In February, the resurrected pen near Smith Street will begin housing pre-trial detainees from Brooklyn and Staten Island, and inmates serving sentences of a year or less.
Neighbors aren’t looking forward to it — especially those who recall when their block housed a cellblock.
“We all remember prisoners in shackles being paraded down residential streets,” said Howard Kolins, president of the Boerum Hill Association. “This is something that families don’t want to confront.”
But this time, locals claim they won’t let the lockup’s operations tarnish their streets.
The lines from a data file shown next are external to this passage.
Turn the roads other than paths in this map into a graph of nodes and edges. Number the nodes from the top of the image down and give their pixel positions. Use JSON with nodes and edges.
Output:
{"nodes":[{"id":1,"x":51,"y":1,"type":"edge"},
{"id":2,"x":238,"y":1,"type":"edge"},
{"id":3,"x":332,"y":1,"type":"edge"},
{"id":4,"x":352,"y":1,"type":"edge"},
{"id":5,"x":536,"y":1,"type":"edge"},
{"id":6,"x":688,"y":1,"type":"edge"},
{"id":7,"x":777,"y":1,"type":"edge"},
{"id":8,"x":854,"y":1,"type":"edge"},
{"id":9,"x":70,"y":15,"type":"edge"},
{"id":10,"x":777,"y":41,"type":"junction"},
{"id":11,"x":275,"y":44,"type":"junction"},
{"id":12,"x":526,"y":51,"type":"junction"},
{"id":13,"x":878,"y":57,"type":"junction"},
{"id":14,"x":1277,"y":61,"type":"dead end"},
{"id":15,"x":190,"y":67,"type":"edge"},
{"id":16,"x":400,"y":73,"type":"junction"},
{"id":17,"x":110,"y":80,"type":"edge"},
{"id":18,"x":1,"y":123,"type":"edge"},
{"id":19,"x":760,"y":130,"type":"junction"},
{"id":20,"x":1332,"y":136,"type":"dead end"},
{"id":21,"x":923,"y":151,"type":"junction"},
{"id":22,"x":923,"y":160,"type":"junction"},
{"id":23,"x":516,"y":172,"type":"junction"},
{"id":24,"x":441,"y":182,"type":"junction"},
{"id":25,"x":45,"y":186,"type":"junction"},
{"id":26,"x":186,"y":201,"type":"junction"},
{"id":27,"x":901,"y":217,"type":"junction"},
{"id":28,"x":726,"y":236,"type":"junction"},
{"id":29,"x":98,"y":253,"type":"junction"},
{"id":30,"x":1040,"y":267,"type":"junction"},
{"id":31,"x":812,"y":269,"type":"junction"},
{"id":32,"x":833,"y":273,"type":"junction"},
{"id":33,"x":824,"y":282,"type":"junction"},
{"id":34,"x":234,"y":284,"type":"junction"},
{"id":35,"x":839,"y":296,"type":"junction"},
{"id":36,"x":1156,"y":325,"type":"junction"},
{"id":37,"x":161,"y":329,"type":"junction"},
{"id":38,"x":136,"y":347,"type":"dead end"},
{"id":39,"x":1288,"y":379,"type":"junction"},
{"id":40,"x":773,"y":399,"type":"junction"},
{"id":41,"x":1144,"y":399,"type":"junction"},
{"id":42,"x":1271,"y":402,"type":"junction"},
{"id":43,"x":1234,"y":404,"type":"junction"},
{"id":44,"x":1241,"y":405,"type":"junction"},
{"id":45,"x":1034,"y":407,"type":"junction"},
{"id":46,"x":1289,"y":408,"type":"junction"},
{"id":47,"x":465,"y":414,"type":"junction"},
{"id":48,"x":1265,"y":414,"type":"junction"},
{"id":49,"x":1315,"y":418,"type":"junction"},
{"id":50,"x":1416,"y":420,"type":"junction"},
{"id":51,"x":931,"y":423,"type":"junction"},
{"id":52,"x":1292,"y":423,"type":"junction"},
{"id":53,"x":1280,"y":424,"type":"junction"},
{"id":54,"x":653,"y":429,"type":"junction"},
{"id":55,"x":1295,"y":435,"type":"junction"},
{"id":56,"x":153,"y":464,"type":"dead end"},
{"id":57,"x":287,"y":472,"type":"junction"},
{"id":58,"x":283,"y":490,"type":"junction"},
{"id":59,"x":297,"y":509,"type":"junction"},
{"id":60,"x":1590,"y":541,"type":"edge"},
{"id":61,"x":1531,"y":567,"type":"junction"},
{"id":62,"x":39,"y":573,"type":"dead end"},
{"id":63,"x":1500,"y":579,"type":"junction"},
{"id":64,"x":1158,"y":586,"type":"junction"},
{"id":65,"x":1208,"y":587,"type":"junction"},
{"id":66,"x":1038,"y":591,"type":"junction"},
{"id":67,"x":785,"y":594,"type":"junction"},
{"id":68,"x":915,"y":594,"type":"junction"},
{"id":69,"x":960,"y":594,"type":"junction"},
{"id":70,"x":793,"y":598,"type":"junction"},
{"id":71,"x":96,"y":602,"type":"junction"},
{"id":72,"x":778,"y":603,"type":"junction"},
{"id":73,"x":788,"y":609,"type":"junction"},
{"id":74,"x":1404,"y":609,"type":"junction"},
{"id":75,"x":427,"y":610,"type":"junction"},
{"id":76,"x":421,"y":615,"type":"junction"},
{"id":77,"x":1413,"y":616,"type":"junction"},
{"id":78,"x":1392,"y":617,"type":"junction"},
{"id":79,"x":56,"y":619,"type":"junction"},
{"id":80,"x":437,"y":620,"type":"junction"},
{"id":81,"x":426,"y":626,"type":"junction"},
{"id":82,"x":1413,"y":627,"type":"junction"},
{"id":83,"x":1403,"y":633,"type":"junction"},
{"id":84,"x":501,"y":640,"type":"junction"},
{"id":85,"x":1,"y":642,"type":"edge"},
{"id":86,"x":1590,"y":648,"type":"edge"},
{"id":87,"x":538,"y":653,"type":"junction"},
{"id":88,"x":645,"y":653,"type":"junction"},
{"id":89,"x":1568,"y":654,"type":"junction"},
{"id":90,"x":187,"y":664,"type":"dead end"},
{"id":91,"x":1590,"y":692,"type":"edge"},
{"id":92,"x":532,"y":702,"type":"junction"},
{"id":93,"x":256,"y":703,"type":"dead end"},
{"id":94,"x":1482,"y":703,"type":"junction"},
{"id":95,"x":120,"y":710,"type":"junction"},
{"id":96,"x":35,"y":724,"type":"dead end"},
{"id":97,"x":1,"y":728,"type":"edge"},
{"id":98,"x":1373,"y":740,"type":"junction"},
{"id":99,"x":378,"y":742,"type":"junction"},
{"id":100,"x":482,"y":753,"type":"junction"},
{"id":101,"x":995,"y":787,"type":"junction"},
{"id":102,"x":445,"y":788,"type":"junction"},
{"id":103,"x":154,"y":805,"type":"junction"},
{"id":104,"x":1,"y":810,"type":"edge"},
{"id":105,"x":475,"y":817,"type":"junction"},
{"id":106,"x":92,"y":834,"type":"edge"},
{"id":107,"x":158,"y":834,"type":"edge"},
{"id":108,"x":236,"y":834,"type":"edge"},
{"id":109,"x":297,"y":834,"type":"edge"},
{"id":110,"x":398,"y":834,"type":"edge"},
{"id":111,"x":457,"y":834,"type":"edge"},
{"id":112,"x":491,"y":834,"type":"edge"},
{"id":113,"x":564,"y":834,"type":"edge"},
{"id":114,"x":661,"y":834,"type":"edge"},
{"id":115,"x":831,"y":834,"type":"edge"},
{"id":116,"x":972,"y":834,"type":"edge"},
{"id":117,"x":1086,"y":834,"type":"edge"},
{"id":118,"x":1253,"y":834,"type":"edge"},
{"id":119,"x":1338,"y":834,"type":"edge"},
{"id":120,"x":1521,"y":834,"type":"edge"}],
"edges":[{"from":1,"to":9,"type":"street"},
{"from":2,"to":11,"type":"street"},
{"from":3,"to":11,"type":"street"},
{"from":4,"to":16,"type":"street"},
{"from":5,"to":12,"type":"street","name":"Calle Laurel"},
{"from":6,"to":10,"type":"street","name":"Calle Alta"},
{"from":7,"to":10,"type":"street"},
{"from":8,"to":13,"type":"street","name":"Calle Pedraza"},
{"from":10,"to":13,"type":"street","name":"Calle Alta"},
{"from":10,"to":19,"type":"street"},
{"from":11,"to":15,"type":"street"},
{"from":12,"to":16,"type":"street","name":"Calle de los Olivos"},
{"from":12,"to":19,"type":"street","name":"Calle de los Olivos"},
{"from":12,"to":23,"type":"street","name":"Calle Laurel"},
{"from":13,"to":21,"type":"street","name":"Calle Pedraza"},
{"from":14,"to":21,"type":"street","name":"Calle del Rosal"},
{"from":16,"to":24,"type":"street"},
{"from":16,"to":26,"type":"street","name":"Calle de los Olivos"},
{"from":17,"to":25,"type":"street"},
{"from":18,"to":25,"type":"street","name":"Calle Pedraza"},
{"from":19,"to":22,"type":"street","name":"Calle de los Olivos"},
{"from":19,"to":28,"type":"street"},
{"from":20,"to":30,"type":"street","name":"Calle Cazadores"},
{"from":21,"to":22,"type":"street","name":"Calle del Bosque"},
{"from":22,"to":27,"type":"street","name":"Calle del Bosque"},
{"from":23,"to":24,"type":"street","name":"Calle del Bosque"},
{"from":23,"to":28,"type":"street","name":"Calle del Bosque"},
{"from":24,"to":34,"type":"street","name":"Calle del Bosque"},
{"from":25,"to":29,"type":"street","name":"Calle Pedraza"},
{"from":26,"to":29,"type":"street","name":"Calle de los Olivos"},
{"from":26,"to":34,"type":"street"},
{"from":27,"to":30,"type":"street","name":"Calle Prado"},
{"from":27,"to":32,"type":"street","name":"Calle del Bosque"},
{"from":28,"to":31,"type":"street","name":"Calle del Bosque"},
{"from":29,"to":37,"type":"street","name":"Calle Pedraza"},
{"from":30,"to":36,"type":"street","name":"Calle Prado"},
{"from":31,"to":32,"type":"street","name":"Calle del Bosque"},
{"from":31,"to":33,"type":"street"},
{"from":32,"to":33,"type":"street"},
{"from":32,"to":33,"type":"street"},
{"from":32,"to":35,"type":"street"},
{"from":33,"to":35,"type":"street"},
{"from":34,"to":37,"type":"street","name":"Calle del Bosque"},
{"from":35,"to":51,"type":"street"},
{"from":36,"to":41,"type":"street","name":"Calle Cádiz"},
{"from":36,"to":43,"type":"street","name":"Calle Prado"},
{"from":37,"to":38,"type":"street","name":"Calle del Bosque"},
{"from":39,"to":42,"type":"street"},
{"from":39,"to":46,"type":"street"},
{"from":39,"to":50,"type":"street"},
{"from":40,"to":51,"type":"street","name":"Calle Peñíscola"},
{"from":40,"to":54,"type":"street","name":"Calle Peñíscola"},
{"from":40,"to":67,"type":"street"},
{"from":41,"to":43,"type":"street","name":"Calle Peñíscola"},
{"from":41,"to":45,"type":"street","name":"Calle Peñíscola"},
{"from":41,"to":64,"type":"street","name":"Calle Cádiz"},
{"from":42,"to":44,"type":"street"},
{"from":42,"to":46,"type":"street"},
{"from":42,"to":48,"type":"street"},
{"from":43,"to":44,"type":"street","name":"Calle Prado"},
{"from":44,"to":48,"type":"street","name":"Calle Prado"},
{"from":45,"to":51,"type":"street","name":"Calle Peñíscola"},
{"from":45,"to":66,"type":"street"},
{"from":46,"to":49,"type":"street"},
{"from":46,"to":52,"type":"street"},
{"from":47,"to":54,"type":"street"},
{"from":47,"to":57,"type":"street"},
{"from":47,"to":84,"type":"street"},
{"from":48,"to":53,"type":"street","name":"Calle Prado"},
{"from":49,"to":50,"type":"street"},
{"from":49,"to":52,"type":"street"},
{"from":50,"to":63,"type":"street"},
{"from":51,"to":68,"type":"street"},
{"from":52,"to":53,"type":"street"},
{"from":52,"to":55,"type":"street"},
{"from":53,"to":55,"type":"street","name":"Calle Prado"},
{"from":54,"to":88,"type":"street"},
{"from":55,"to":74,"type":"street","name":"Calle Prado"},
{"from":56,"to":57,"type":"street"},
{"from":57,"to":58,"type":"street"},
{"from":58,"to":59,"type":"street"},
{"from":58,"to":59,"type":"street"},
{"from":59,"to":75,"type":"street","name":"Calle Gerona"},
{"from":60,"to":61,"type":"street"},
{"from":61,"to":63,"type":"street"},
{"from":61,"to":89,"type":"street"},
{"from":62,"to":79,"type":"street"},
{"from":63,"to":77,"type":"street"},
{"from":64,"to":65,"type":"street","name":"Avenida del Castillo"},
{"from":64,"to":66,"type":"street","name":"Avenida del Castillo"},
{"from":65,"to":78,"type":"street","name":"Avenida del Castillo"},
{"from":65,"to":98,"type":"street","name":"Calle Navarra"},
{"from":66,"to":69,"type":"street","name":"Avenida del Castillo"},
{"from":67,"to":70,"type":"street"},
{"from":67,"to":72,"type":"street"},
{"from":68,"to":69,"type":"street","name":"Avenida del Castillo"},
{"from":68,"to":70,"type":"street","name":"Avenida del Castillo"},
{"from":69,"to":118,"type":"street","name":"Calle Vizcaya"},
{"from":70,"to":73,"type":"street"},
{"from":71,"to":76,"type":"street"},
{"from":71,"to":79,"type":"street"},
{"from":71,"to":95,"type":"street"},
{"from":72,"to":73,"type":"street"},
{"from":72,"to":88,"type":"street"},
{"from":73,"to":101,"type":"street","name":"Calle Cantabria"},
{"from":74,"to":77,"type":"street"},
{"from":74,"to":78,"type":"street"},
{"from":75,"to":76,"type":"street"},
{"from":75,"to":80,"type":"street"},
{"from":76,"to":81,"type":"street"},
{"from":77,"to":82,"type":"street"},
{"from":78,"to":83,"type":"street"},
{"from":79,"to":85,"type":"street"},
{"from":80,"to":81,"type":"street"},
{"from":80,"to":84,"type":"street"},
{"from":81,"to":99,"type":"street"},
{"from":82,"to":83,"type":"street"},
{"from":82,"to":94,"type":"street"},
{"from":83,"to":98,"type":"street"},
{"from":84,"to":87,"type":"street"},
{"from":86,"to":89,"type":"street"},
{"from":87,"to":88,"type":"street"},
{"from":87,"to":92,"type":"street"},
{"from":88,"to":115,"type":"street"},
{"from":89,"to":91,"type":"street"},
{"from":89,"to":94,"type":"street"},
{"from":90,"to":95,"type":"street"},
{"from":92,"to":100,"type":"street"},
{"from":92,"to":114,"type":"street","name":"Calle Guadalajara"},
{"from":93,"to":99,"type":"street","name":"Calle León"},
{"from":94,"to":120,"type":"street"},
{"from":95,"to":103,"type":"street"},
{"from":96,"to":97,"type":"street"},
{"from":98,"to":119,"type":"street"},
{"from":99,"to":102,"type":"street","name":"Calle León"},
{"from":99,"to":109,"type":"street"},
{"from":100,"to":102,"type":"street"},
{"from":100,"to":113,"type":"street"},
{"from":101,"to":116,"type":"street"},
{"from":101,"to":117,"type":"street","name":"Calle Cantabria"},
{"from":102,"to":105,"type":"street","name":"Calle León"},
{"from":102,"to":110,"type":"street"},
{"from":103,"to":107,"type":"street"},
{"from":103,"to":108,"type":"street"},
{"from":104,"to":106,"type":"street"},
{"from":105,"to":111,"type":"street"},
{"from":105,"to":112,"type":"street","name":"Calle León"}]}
Working with the jail, they’ve even created an advisory council.
“Everyone in the neighborhood knew this day was coming,” said Kolins, one of the council’s six members. “We plan to keep the police and the Department of Corrections on their toes.”
The council, however, can only make “nonbinding recommendations” concerning jail operations.
Boerum Hill has gone increasingly upscale since the detention center shut down, with condos and the boutique Nu Hotel rising around the corner — though there is a bail bondsman next door.
Sandy Balboza, president of the Atlantic Avenue Betterment Association, said she was more worried about House of D workers taking up parking spaces used by Atlantic Avenue merchants, with as many as 100 jail employees working during peak shifts.
Before the jail closed, corrections officers would routinely park on the sidewalk and block fire hydrants and handicapped spots, Balboza claims.
“The Department of Corrections is in the Boerum Hill community and the community needs to be respected,” said Balboza, who claims corrections officers routinely parked on the sidewalk and blocked fire hydrants and handicapped spots before the jail closed. “We’re going to make sure that we have a dialogue on these issues.”
Corrections spokeswoman Sharman Stein said the jail will try to be the kind of neighbor all Brooklynites wish they had.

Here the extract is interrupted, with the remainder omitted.